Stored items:
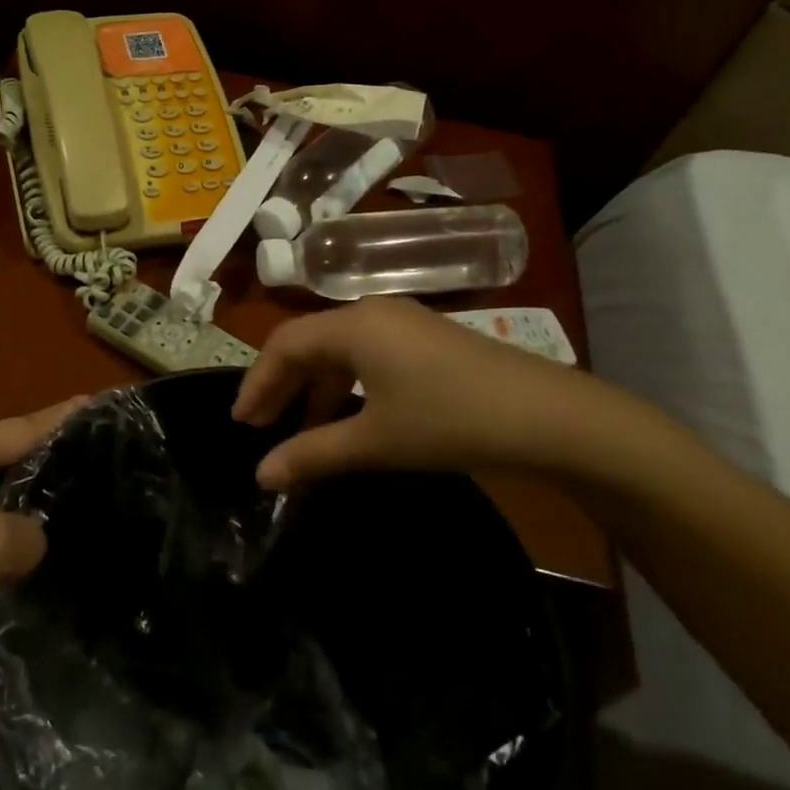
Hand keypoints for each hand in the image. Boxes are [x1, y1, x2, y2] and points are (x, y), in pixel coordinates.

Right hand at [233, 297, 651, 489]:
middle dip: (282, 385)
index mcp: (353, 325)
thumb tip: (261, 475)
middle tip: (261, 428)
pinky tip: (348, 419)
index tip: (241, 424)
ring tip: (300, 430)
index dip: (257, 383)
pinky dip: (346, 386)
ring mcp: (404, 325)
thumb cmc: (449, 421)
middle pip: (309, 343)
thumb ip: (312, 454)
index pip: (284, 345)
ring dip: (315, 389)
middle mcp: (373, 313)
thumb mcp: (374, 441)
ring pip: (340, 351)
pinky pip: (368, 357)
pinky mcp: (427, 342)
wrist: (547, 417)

==

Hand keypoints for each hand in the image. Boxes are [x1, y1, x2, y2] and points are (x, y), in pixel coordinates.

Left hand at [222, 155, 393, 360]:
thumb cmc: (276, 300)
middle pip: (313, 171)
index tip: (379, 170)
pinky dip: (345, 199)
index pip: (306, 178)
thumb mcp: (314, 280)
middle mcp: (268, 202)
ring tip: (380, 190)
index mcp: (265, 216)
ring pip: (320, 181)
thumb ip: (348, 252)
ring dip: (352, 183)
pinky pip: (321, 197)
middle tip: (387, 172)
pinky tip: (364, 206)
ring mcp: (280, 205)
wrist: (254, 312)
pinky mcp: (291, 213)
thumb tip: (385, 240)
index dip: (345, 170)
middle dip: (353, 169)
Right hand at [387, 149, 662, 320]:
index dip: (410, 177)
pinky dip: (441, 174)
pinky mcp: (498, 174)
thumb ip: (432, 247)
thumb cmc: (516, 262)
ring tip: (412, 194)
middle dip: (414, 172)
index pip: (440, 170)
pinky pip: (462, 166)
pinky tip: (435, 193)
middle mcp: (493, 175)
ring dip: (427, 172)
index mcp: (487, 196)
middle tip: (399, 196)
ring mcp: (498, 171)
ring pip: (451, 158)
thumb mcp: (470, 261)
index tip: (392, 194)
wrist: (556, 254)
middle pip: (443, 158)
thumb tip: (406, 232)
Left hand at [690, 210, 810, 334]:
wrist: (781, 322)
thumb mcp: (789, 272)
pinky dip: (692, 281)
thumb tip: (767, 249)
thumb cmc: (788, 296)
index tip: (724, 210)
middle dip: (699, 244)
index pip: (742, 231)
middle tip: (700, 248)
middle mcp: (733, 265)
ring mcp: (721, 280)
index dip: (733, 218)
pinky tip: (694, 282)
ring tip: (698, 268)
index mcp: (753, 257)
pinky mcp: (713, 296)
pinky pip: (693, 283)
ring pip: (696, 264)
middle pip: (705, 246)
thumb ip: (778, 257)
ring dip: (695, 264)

**Aim of the exercise:** Output the lines above exactly, but only those between the line holding "pinky mcp: (498, 174)" and the line holding "pinky mcp: (713, 296)", inclusive.

**The answer:**
pinky mcp: (498, 174)
thumb ip: (432, 247)
thumb cmc: (516, 262)
ring tip: (412, 194)
middle dip: (414, 172)
index pip: (440, 170)
pinky pip: (462, 166)
pinky tip: (435, 193)
middle mcp: (493, 175)
ring dip: (427, 172)
index mcp: (487, 196)
middle tip: (399, 196)
ring mcp: (498, 171)
ring pip: (451, 158)
thumb mcp: (470, 261)
index tip: (392, 194)
wrist: (556, 254)
middle pip: (443, 158)
thumb tip: (406, 232)
Left hand at [690, 210, 810, 334]:
wrist: (781, 322)
thumb mcp: (789, 272)
pinky dip: (692, 281)
thumb tip: (767, 249)
thumb cmc: (788, 296)
index tip: (724, 210)
middle dip: (699, 244)
index pip: (742, 231)
middle tip: (700, 248)
middle mcp: (733, 265)
ring mcp: (721, 280)
index dip: (733, 218)
pinky tip: (694, 282)
ring tip: (698, 268)
index mcp: (753, 257)
pinky mcp: (713, 296)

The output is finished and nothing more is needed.